The Marine Room continues to bend over backwards to stimulate our recession-dimmed appetites with bargains for superb food. The three-course Lobster Menu (with fabulous choices for first and main courses) is available every Monday from 6:00–9:30 p.m. The menu is $40 per person for food only, $55 with wine pairings. The adventurous Passport to the Seasons Menu is available Tuesdays–Thursdays 6:00–9:30 p.m., also $40 for food, and $55 with wine pairings. “Passport” dishes may include macadamia spiced wild prawns, lobster bisque, pomegranate cashew-crunch salmon, spiced diver scallops. Both bargain dinners end with the “Trilogy,” three desserts in one.

Blue Point’s Today’s First Catch Three-Course Menu: $30 a person for three courses, $45 with wine pairings, for a menu that sounds like real edible fun–or do I mean fin? It’s available Monday–Thursday 5:00–6:30 p.m. At another Cohn restaurant, Dakota Grill, the continuing deal is Savory Sunset Savings & Monday Night Prime Rib Three-Course Dinner, available nightly from 5:00–6:00 p.m. — and all evening Monday. Three-course prime rib dinner (choice of pork or beef prime rib), $25.50 per person, excluding tax and gratuity. Wine pairings are, amazingly, only $10.

Rancho Valencia Resort and Spa: Celebrating its 20th anniversary with a new chef, C. Barclay Dodge, a veteran of major resorts across the west. For those lucky enough to find themselves in this luxurious area at midday, the lunchtime special is $19.89 for two courses, an appetizer or soup, and an entrée, made with herbs and vegetables grown right on the property.
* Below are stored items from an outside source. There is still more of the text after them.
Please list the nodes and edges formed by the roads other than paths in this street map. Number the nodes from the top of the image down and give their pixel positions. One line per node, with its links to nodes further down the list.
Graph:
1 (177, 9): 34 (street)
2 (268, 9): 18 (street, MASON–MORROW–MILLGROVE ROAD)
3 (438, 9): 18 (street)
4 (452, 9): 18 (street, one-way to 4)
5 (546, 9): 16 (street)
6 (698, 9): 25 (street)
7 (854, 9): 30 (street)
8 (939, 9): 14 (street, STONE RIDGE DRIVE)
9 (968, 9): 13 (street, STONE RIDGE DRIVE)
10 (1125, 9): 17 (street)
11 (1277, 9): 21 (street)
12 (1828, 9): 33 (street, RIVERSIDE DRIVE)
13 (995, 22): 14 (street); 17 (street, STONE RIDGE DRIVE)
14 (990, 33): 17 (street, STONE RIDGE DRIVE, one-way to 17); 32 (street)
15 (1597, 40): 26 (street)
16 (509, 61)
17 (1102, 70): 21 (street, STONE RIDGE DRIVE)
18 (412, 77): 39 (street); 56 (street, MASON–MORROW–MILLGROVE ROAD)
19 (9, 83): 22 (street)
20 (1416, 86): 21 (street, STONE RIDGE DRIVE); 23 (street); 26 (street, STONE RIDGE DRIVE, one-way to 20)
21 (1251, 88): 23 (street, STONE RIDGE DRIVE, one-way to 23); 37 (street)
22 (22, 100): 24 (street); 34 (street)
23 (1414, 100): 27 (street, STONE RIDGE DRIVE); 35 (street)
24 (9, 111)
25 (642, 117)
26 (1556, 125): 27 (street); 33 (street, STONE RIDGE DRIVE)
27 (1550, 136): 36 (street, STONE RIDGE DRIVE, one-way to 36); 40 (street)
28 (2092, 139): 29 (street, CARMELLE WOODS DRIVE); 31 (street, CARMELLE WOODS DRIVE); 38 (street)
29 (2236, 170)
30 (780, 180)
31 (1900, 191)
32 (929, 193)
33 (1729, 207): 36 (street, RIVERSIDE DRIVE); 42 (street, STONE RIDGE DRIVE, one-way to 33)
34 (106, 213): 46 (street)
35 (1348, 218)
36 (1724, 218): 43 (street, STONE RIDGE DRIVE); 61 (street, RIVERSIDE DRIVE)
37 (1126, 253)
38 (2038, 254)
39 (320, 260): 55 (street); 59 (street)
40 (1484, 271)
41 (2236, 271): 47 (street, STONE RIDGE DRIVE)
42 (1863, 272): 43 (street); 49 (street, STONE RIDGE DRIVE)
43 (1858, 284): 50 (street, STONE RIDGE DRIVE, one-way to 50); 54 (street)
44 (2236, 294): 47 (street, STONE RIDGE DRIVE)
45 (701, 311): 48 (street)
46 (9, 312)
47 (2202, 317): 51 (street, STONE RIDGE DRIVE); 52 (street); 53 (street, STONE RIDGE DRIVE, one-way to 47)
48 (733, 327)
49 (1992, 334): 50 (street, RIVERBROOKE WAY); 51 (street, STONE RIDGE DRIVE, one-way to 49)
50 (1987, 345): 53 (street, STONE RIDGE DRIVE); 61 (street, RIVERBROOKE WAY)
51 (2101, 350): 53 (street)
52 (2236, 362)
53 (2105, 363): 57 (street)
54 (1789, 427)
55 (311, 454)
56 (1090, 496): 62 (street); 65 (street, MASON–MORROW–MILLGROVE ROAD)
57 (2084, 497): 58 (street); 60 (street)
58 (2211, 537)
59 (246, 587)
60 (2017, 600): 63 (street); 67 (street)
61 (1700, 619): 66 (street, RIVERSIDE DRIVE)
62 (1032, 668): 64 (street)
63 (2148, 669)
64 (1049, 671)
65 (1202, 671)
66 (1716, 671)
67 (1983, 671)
Available 11:00 a.m.–2:30 p.m. through Labor Day.

Thee Bungalow’s “Summer 7 of 7s”: $7 selected glasses of wine, a $7 Absolut martini, and seven entrées (including crispy sweetbreads, grilled rib-tip steak, Maine diver scallops, and a veggie plate), plus soup or salad for $17. (Available all summer, all hours, except July 15 and August 10.)

La Valencia Hotel in La Jolla: $55 tasting dinners Wednesday and Thursday nights at the newly renovated, view-endowed, and normally exorbitant Sky Room (including complimentary parking), running at least through July.

Suzuya Japanese BBQ
***
(Good to Very Good)
5447 Kearny Villa Road #A, Kearny Mesa, 858-505-0611.
HOURS: Lunch Monday–Friday 11:30 a.m.–2:30 p.m.; dinner nightly 5:30–10:00 p.m.
PRICES: Japanese-Korean tapas and bibimbap $3.75–$8; BBQ meats $5–$17 (for Kobe); BBQ seafoods $6.50–$10; BBQ veggies $3–$4; soups and noodle dishes $4–$7. Full lunches $6.50–$10. Figure about $20 per person for a big shared dinner.
CUISINE AND BEVERAGES: Japanese and Korean barbecue cooked by diners over gas at the table, plus Japanese tapas (izakaya), stir-fries, noodle and rice bowls, soups, salads, tempuras, with a few Korean items. Japanese beers, sakes, generic wines.
PICK HITS: Grilled oysters (kake yaki), Kobe boneless short-rib BBQ; Kobe tongue with green onions BBQ; pumpkin BBQ; raw beef with egg yolk (tartare); short-rib noodle soup.
NEED TO KNOW: Unlike Korean BBQs, no pan chan (gratis side dishes) with entrées. Gracious service.